You also said that Muslims “do not have a monopoly on violence in this nation” and that CAN “may no longer be able to contain our restive youths should this ugly trend continue.” The day after you released those statements, some Christians retaliated.
No. You are getting it wrong. You are not within our context. The entire Western press tried to demonize me on this matter. And you are wrong. But I only ask God to forgive the Western press for the way they tried to handle this matter. You do not understand what we are going through here. [The CAN] youth have never been satisfied with us, the elders. They say we are compromising with the government. They want to retaliate. And we have always been telling them, “You can’t do that. You are Christians, you must not do things the way others do things.” And so far we’ve been successful. But the question now is for how long will this be? These boys are becoming more and more restive and beginning to doubt our integrity.
So, I have to remind the nation, not Muslims, that no one has a monopoly on violence. But thank God, so far, we have been able to control our youths.
Now, the attacks were not a result of what I said. What happened was that the corpses of those [Christians] killed in [the northern city of] Maiduguri were brought down to [the southern city of] Onitsha in trucks. As they were unloading them, the youth saw what was happening. They were simply mad. It wasn’t what I said at all. I’ve said this many, many times in the past. But I usually do that to put the Muslims in check—to put the murderous ones among them in check. That is the purpose of that statement.
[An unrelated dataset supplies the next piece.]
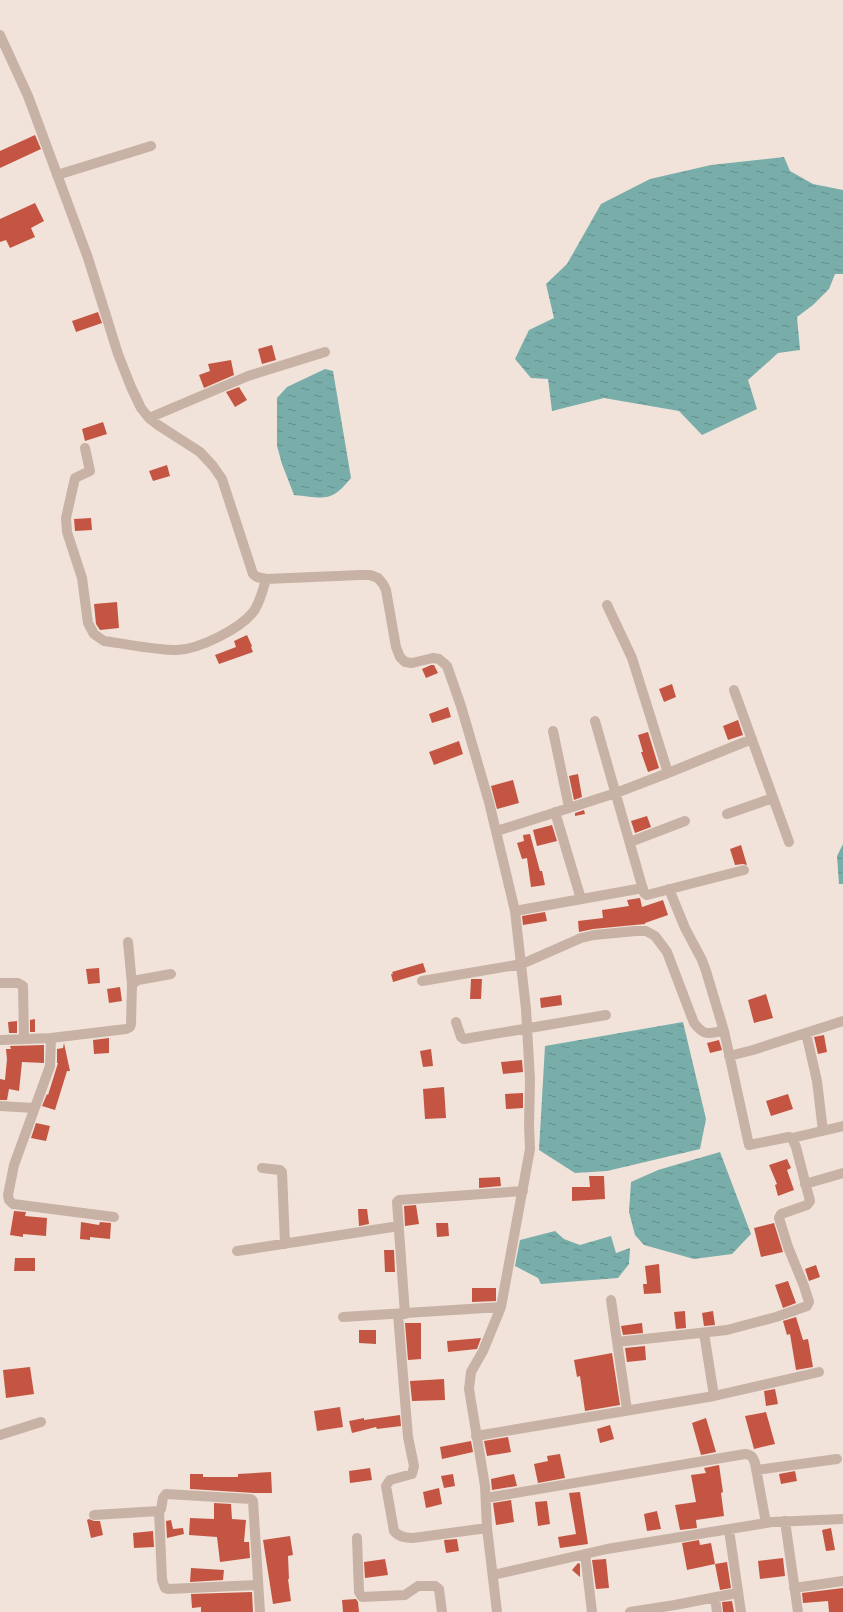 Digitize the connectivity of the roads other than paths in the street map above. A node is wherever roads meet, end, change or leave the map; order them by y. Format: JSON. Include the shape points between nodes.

It’s tough for us in the West to really understand all the dimensions of your local context.
It’s not just you. It’s the entire Western press. I’ve been getting phone calls, but I said no, I’m not going to talk. If they want to know what’s happening, come to our country. Since 1988, where there’s suffering, this comes from our Muslim neighbors. We have never on our own initiated any attack on anybody. Never. And that’s because our youth were willing to take our advice. But now they’re accusing us and calling us names—what do we do?
We could say, “Okay, go ahead.” But we would never do that. Our religion, our Christian faith, our love of God, our love of fatherland, would never allow us to do that.
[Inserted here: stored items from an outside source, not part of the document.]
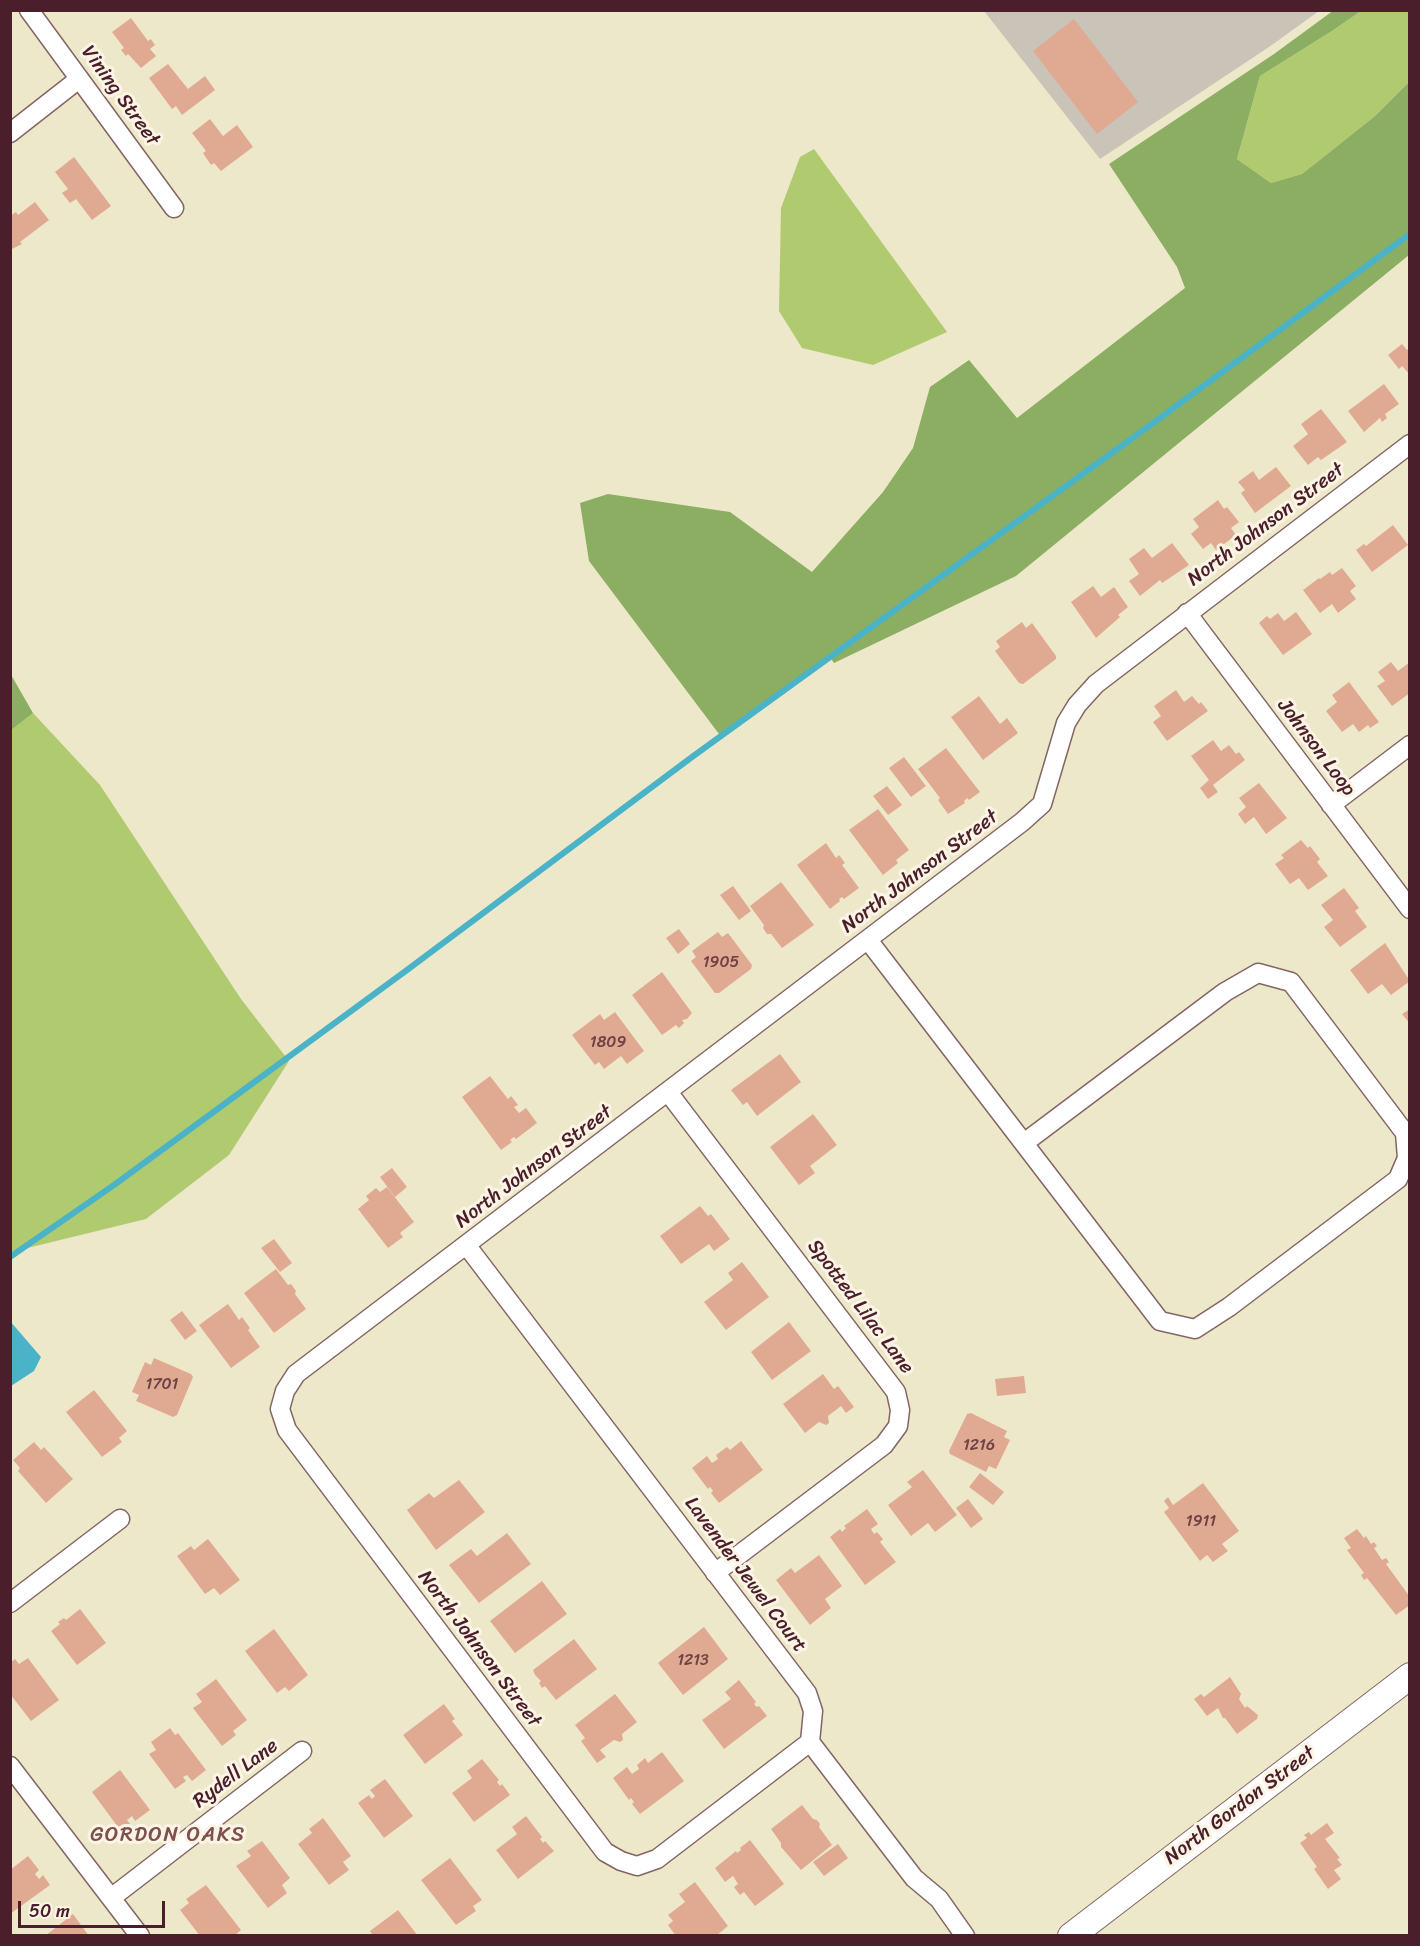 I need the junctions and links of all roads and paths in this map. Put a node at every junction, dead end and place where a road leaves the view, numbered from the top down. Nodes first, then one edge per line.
1 (29, 10) edge
2 (79, 79) junction
3 (10, 133) edge
4 (174, 208) dead end
5 (1410, 444) edge
6 (1187, 614) junction
7 (1410, 745) edge
8 (1331, 805) junction
9 (1410, 909) edge
10 (868, 939) junction
11 (668, 1092) junction
12 (1024, 1143) junction
13 (467, 1246) junction
14 (120, 1520) dead end
15 (716, 1573) junction
16 (10, 1603) edge
17 (1410, 1676) edge
18 (810, 1742) junction
19 (303, 1751) dead end
20 (10, 1766) edge
21 (111, 1898) junction
22 (140, 1935) edge
23 (965, 1935) edge
24 (1071, 1935) edge

1 - 2 street, Vining Street
2 - 3 street
2 - 4 street, Vining Street
5 - 6 street, North Johnson Street
6 - 8 street, Johnson Loop
6 - 10 street, North Johnson Street
7 - 8 street
8 - 9 street, Johnson Loop
10 - 11 street, North Johnson Street
10 - 12 street
11 - 13 street, North Johnson Street
11 - 15 street, Spotted Lilac Lane
12 - 12 street
13 - 15 street, Lavender Jewel Court
13 - 18 street, North Johnson Street
14 - 16 street
15 - 18 street, Lavender Jewel Court
17 - 24 street, North Gordon Street
18 - 23 street
19 - 21 street, Rydell Lane
20 - 21 street
21 - 22 street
During a recent CAN meeting, I threatened to resign, because the youth were saying they were going to go to fight and cause more trouble. If they cause more trouble, I will resign. Everybody sat down, kept quiet. We can’t destroy this country. Violence is not the answer.
We are working between two evils. But like I said, we’ve been able to control these boys, and we’re going to try everything we can. But our word must be credible to them.
Why do the youth want to fight back?
They’re simply bitter, they’re simply angry. They’re simply fed up with it. And they say to themselves that maybe if we fight back, the [Muslims] will know they don’t have the right to take life at will. So it isn’t that their Christian religion is telling them to go out and fight. You forget, in the West, the Crusades were a response to 400 years of Islamic aggression in Europe. Don’t forget that. Don’t you ever forget that. They didn’t just happen for the fun of it.
We pray that [this violence] will never happen again. So, we talk to the governors, Muslim leaders, other agencies. But we have to insist that all those arrested this time must be brought to justice. This is important for future peaceful coexistence. If these boys are arrested but get away with it, then the future is bleak.